* Task description
What lines in the listing below hold the string "main"? Please copy them out.

* Available data
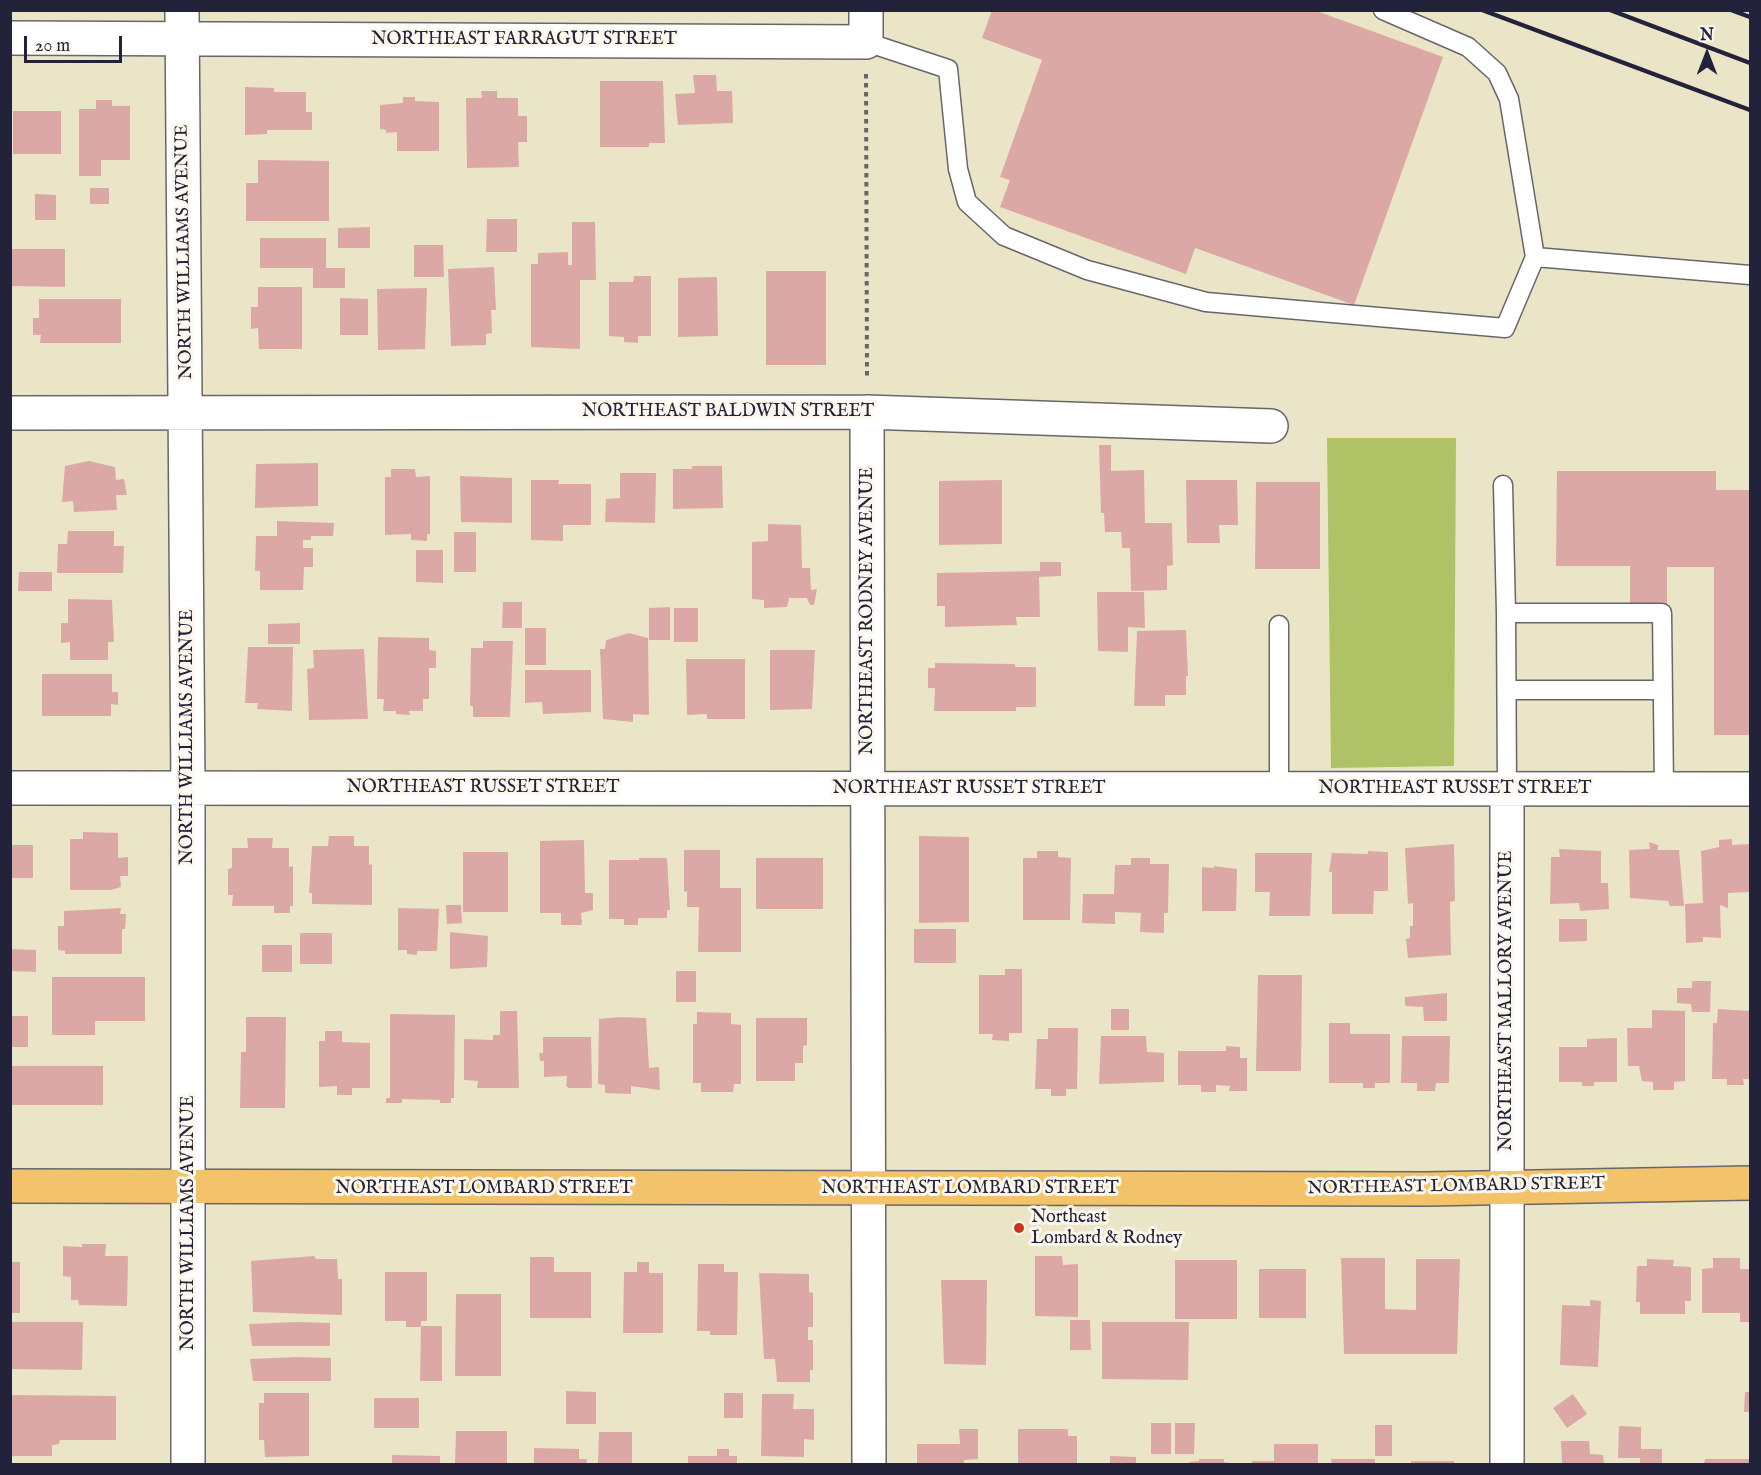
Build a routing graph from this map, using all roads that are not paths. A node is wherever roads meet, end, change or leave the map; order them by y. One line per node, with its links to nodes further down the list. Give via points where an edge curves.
1 (1383, 10): 5 (lane, via 1468,47 1497,73 1509,99)
2 (182, 24): 3 (street, NORTHEAST FARRAGUT STREET); 4 (street, NORTHEAST FARRAGUT STREET); 9 (street, NORTH WILLIAMS AVENUE)
3 (866, 26): 5 (lane, via 948,69 958,169 967,202 1004,236 1087,270 1206,302 1505,328)
4 (10, 38)
5 (1535, 257): 6 (lane)
6 (1750, 275)
7 (867, 412): 9 (street, NORTHEAST BALDWIN STREET); 10 (street, NORTHEAST BALDWIN STREET); 18 (street, NORTHEAST RODNEY AVENUE)
8 (10, 414): 9 (street, NORTHEAST BALDWIN STREET)
9 (186, 414): 17 (street, NORTH WILLIAMS AVENUE)
10 (1271, 426)
11 (1503, 485): 12 (lane)
12 (1506, 613): 14 (lane); 15 (lane, via 1662,613)
13 (1279, 624): 19 (lane)
14 (1507, 690): 15 (lane); 20 (lane)
15 (1663, 690): 21 (lane)
16 (10, 788): 17 (street, NORTHEAST RUSSET STREET)
17 (188, 788): 18 (street, NORTHEAST RUSSET STREET); 26 (street, NORTH WILLIAMS AVENUE)
18 (869, 789): 19 (street, NORTHEAST RUSSET STREET); 27 (street, NORTHEAST RODNEY AVENUE)
19 (1279, 789): 20 (street, NORTHEAST RUSSET STREET)
20 (1507, 789): 21 (street, NORTHEAST RUSSET STREET); 25 (street, NORTHEAST MALLORY AVENUE)
21 (1664, 789): 22 (street, NORTHEAST RUSSET STREET)
22 (1750, 789)
23 (1750, 1183): 25 (main road, NORTHEAST LOMBARD STREET)
24 (10, 1186): 26 (main road, NORTHEAST LOMBARD STREET)
25 (1507, 1187): 27 (main road, NORTHEAST LOMBARD STREET); 30 (street, NORTHEAST MALLORY AVENUE)
26 (189, 1188): 27 (main road, NORTHEAST LOMBARD STREET); 28 (street, NORTH WILLIAMS AVENUE)
27 (868, 1189): 29 (street, NORTHEAST RODNEY AVENUE)
28 (188, 1464)
29 (869, 1464)
30 (1507, 1464)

* Exercise result
23 (1750, 1183): 25 (main road, NORTHEAST LOMBARD STREET)
24 (10, 1186): 26 (main road, NORTHEAST LOMBARD STREET)
25 (1507, 1187): 27 (main road, NORTHEAST LOMBARD STREET); 30 (street, NORTHEAST MALLORY AVENUE)
26 (189, 1188): 27 (main road, NORTHEAST LOMBARD STREET); 28 (street, NORTH WILLIAMS AVENUE)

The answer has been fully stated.